But that’s show biz and show biz has always been more looks obsessed than other worlds. I’m still reeling from the awareness that a writer might have a better chance at selling a book if she is beautiful. A writer??? Writers aren’t actors - writers, to paraphrase Harlan Ellison, are something holy.
And I was thinking about Zadie Smith. Obviously she is intelligent, accomplished, skillful, and ambitious. Her latest book itself is titled On Beauty, and according to the review, is beautifully written, if somewhat lacking in actual story, and filled with ideas. How would Smith feel about the reviewers observation that her own beauty made her more marketable?

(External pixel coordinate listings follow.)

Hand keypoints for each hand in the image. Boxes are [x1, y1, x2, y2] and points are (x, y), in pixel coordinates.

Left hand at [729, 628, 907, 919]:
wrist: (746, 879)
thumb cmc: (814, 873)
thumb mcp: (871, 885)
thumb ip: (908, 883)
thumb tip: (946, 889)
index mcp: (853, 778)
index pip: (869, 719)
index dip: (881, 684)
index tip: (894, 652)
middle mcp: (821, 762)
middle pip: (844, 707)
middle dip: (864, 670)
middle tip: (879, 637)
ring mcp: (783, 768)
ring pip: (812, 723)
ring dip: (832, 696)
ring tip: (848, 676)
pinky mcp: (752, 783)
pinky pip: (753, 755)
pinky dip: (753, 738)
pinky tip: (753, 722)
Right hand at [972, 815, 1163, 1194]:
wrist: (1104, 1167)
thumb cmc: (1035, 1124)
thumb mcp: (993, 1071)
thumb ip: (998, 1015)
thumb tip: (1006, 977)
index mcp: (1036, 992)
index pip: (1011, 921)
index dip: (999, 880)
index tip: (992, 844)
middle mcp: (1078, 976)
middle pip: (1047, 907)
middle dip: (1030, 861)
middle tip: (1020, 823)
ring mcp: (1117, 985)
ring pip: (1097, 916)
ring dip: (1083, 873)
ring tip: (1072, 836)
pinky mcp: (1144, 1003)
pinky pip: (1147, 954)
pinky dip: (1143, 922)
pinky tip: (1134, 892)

I don’t know, sometimes I feel like the world and I have gone in opposite directions. I appreciate beauty and am a staunch advocate of the pleasures of the senses but I’ve long believed the old adage about beauty being in the eye of the beholder. I don’t like this new era of marketed beauty, Photoshop-ed models in advertising, child fashion models (of course they’re beautiful - they have no pores!), and herd mentality.

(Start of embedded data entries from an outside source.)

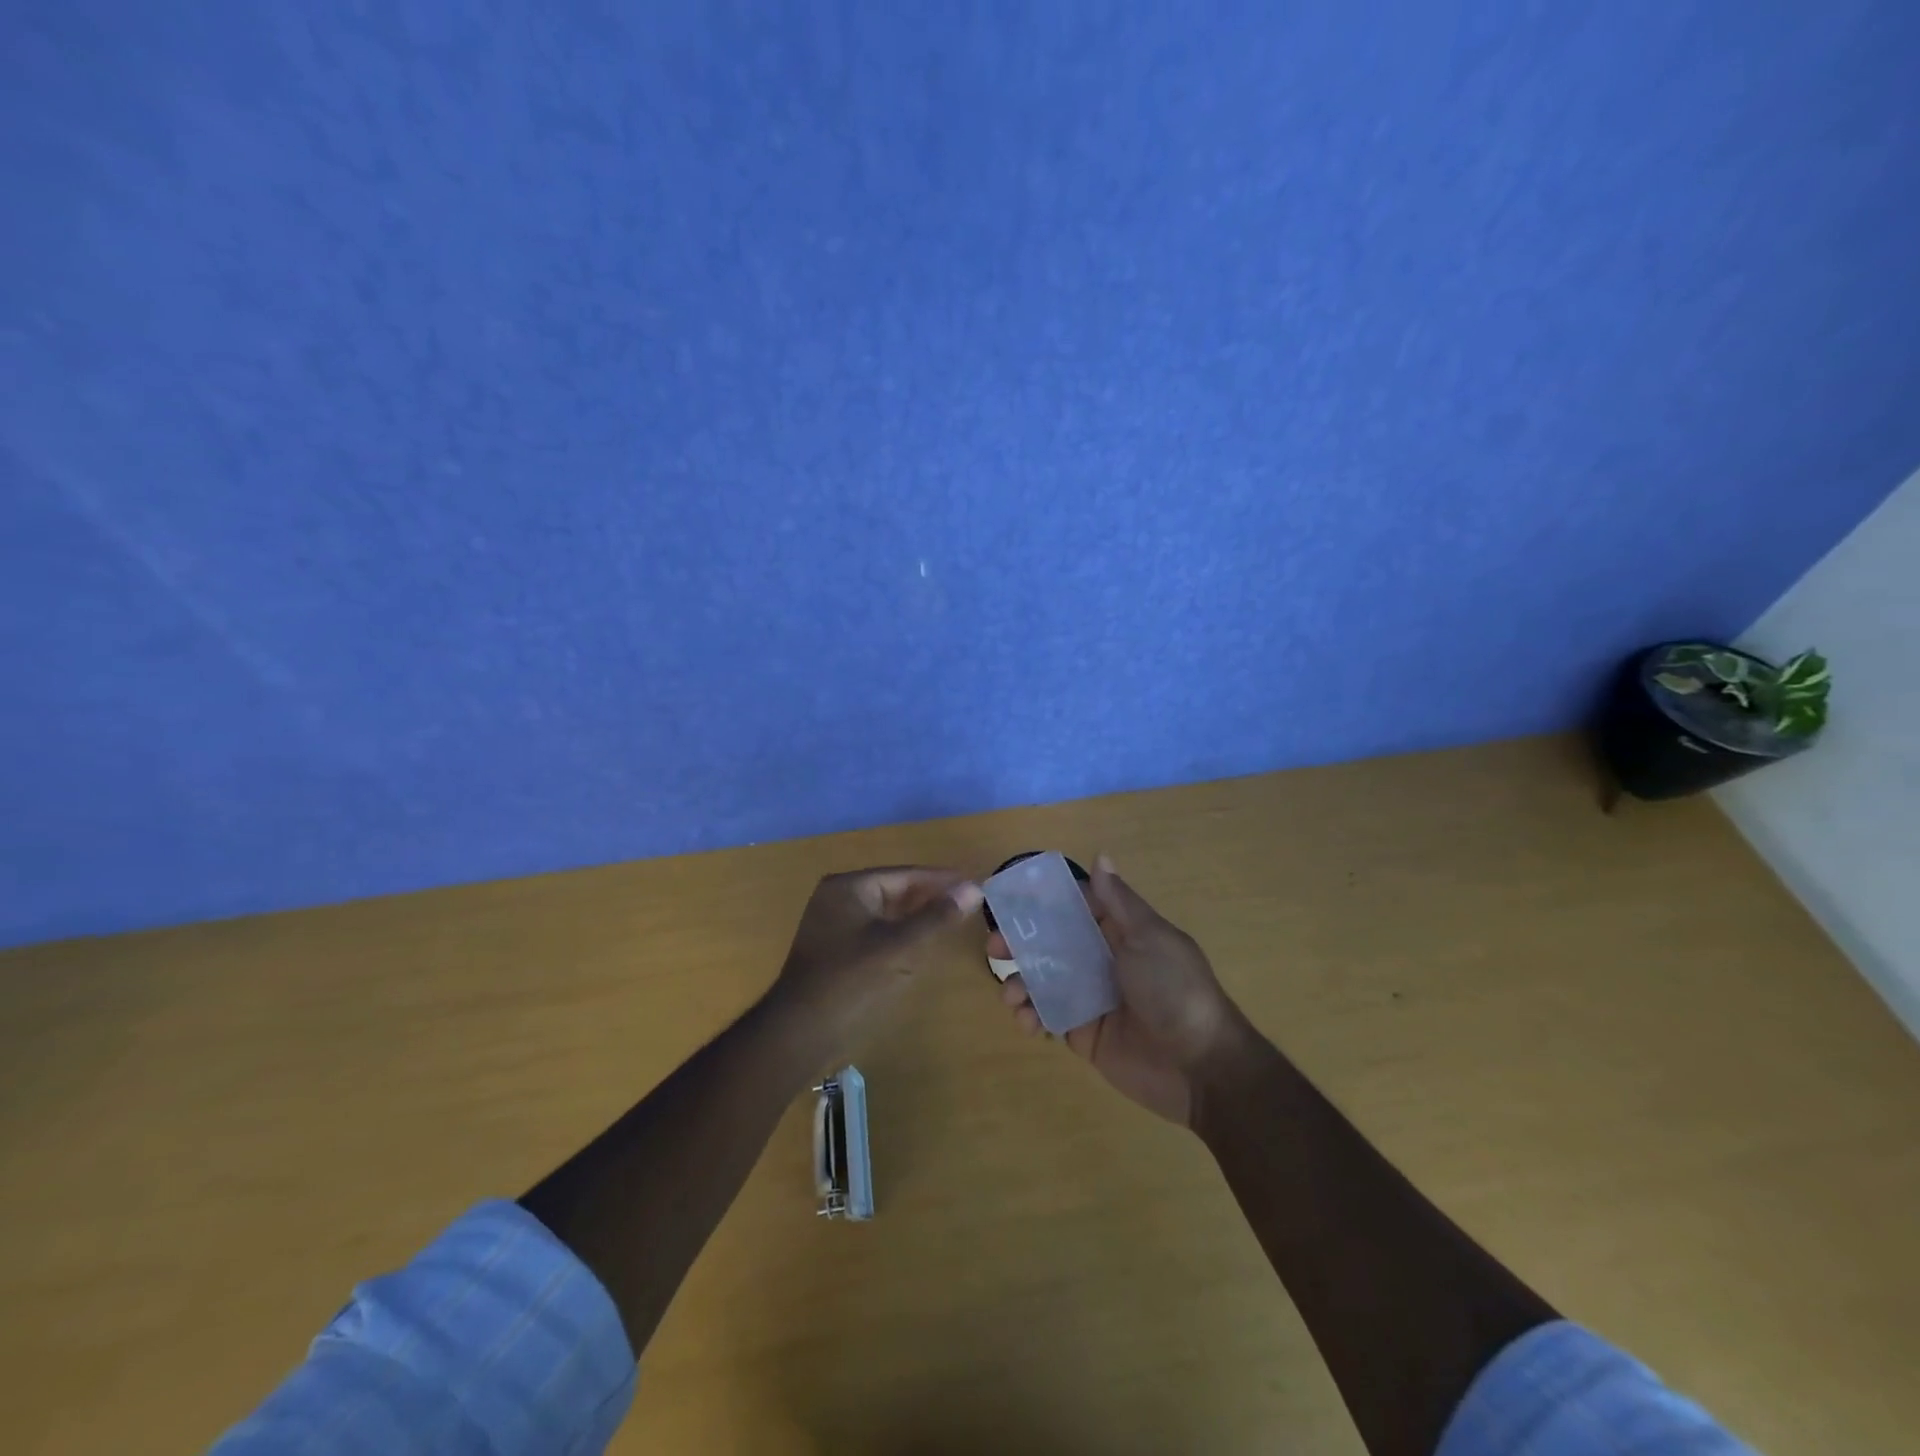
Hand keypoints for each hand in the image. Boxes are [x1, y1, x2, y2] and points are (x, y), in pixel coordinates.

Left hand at [768, 865, 983, 1060]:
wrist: (799, 1033)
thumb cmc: (850, 982)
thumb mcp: (899, 947)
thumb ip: (936, 917)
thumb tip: (973, 889)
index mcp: (849, 887)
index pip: (905, 874)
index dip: (942, 880)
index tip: (976, 884)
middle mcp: (839, 898)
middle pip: (896, 890)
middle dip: (931, 897)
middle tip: (970, 903)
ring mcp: (835, 925)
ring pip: (887, 913)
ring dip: (918, 916)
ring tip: (955, 920)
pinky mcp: (836, 950)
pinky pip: (877, 932)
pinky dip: (902, 934)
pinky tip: (924, 943)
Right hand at [994, 855, 1246, 1125]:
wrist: (1200, 1066)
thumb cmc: (1174, 989)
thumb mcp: (1150, 938)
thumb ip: (1119, 902)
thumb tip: (1101, 857)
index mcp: (1119, 933)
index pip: (1073, 908)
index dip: (1042, 903)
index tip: (1008, 899)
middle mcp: (1101, 960)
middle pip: (1050, 943)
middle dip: (1020, 943)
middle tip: (995, 948)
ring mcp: (1090, 997)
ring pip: (1043, 979)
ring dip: (1020, 982)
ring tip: (1011, 994)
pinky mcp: (1083, 1032)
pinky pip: (1048, 1016)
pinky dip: (1030, 1015)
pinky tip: (1026, 1020)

I buy Vogue from time to time because I love textiles and it absolutely amazes me to see what some of the new designers do with them. Plus I absolutely love the articles in Vogue. But I’ve noticed a trend that I have mixed feelings about. Older actresses and models are frequently shown in ads which I love but then they Photoshop all the truth out of them to make them “beautiful”. Look, Andie MacDowell is beautiful no matter how old she is. So is Jessica Lange. And Cheryl Tiegs is my age and still drop-dead gorgeous. PLEASE LET US SEE A FEW LINES!!! Control that Rubber-Stamp tool! Reign in that Blur tool! These are beautiful women who have earned their laugh lines and the character in their faces. Why do we need to deny them that?
I don’t know. Maybe I’m out of touch with life. That’s what happens when you go 12 years without owning a television. I wish Zadie Smith and all the beautiful, young writers well but I hope their success will ultimately be determined by a whole lot more than their marketable faces.
Thanks for reading.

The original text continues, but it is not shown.